The use of a procalcitonin (PCT) algorithm reduced the usage of antibiotics in patients with lower-respiratory-tract infections (LTRI), according to a recent study that may highlight a new way for hospitalists to reduce costs.
The study found the mean duration of antibiotics exposure in the PCT group was lower than in a control group (5.7 days vs. 8.7 days). The researchers, who studied 1,359 patients at six tertiary-care hospitals in Switzerland, also reported less-frequent antibiotic-associated adverse effects, such as nausea, rashes or diarrhea, in the PCT group (JAMA. 2009;302(10):1059-1066).
Scott Flanders, MD, FHM, SHM president and director of the hospitalist program at the University of Michigan Health System in Ann Arbor, says if further review were to show more statistical impacts on costs savings, PCT usage would become more common.
“If you can reduce length-of-stay by half through treatment intervention, then this will easily pay for itself,” says Dr. Flanders, who adds, “Hospitalists need to know and have at their fingertips the best avenues of treatment.”
Devendra Amin, MD, director of critical-care services at Morton Plant Hospital in Clearwater, Fla., was one of the first physicians to use PCT tests after the Food and Drug Administration (FDA) approved wider usage last year.
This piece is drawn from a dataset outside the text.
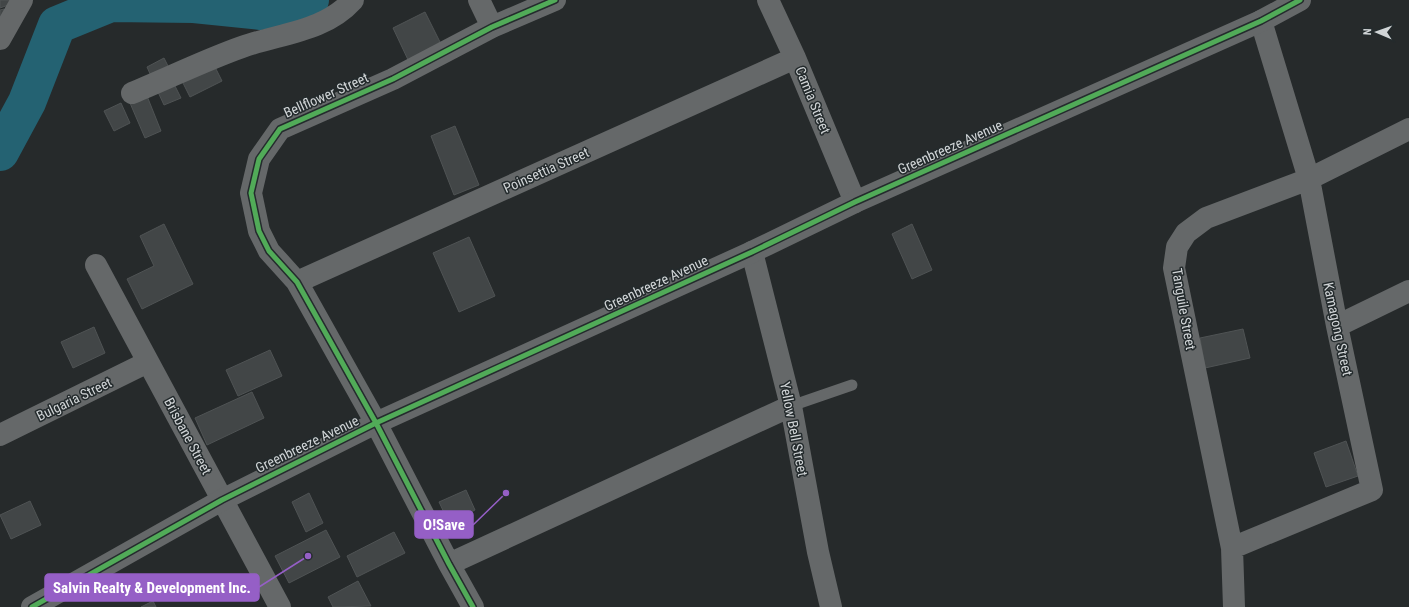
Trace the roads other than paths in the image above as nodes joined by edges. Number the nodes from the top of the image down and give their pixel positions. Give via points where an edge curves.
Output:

He says the overuse of antibiotics is a needless cost overrun that hospitalists using PCT tests could better control—and then tout as an example of their ability to reduce costs. Dr. Amin plans to team with a half-dozen of his health system’s hospitalists next year to work on a study of the effectiveness of PCT in a community hospital setting.
“If everything else fits, it’s another piece of information that’s important to the puzzle,” Dr. Amin says. “No single test in isolation is going to give you everything you want … but this can help.”